Em 2010, ele teve boas e más atuações. Mas em 2011, foi muito acima da média. Já é melhor do que o Ricardo Gomes jogador. Está muito bem. Como pessoa também, é um profissional de mão cheia. Não tem tempo ruim com ele. Se falava que não ia jogar por algum motivo... Não. Ele quer estar em todos os jogos. Contra o Fluminense, na final, foi até para o ataque, mas queria ajudar. Tem muita gana. Se for para dar um palpite, a dupla de zaga para a Copa do Mundo será Thiago Silva e Dedé.
E como tem visto o Vasco na Libertadores? Estreou mal, perdendo em casa.
RG: Posso dizer que esse grupo tem muita força. O Campeonato Brasileiro é mais forte em relação aos outros campeonatos da América do Sul. A tendência é a de que, mais uma vez, o vencedor saia do Brasil. Os últimos foram Santos, Internacional. Nós perdemos a primeira partida. Dizer que tem cara de campeão, não dá para dizer agora, mas tem qualidades para brigar. E sou o primeiro a acreditar que dá. Estou confiante. Esse grupo já deu respostas boas no ano passado, mostra que terá a mesma performance nesta temporada.
E como espera voltar com o time em qual situação?
Bom, aí vou chutar o balde.
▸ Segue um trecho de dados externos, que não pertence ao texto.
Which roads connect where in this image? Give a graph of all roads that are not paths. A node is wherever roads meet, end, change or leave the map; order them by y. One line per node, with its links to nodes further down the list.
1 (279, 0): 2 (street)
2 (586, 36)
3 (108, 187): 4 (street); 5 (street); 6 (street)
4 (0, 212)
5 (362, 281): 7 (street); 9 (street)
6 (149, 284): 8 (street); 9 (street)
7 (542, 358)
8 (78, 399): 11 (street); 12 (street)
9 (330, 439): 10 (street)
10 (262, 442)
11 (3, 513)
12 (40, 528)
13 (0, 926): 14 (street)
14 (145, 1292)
Espero que o time já seja campeão do Campeonato Carioca, campeão da Copa Libertadores e na primeira colocação do Campeonato Brasileiro. Espero voltar com o Vasco campeão (risos). O Cristovão tem feito um ótimo trabalho, muito bom mesmo. O grupo é forte, um grupo muito bom. Dá prazer trabalhar no Vasco.
Desde que você sofreu o AVC, torcedores, jogadores, seja de Vasco ou de algum rival, deram várias manifestações de carinho...
Espero que eu possa viver bastante para agradecer todas as pessoas que torceram, rezaram... Tanta gente que torceu, rezou para mim. Espero viver muito para agradecer a cada pessoa. Recebi um grande número de correspondências. Quero responder a todos. Ainda não escrevi porque estou com dificuldade para escrever. Enfim, só tenho a agradecer. Fiquei muito feliz com cada manifestação de carinho dos torcedores e dos jogadores. Quero retribuir esse apoio.
Ricardo Gomes: um paciente dedicado
Neste período de recuperação, Ricardo Gomes tem se mostrado um paciente muito dedicado, é o que garante José Vicente Martins, fisioterapeuta e professor de fisioterapia neurológica na UFRJ, responsável pelo trabalho realizado com o treinador.
– Sou formado há 20 anos e poucas vezes vi um paciente como o Ricardo. Muito empenhado, dedicado, disciplinado. Não falta, chega no horário. Às vezes, chega até antes. Em nenhum momento pede para parar. Poucas vezes vi um paciente com essa determinação.
Ricardo faz 1h30 de fisioterapia diariamente. Os exercícios variam, mas visam fortalecer os membros superiores e os músculos responsáveis pela locomoção. Há também a fonoaudiologia para trazer a falar ao ritmo normal. O avanço é gradual, mas constante.
– Hoje ele dirige sozinho, anda na rua sozinho, é independente em todas as atividades. Claro que anda melhor com uma bengalinha simples. Mas é capaz de subir e andar sem bengala – diz José.
José Martins e Ricardo têm um laço de união: a paixão pelo Vasco. O fisioterapeuta é vascaíno doente e, de vez em quando, até fala de futebol com o seu paciente.
– Sou vascaíno e acabamos conversando sobre futebol. Mas tenho um filosofia: o Ricardo é meu paciente. As questões de futebol são secundárias. Ele tem uma paixão muito grande pelo Vasco. Diz que, hoje, ele é vascaíno e isso nos deixa muito feliz. Eu já ia a estádio, agora vou com mais frequência. Quem xingar o Ricardo eu vou ter de brigar – brinca.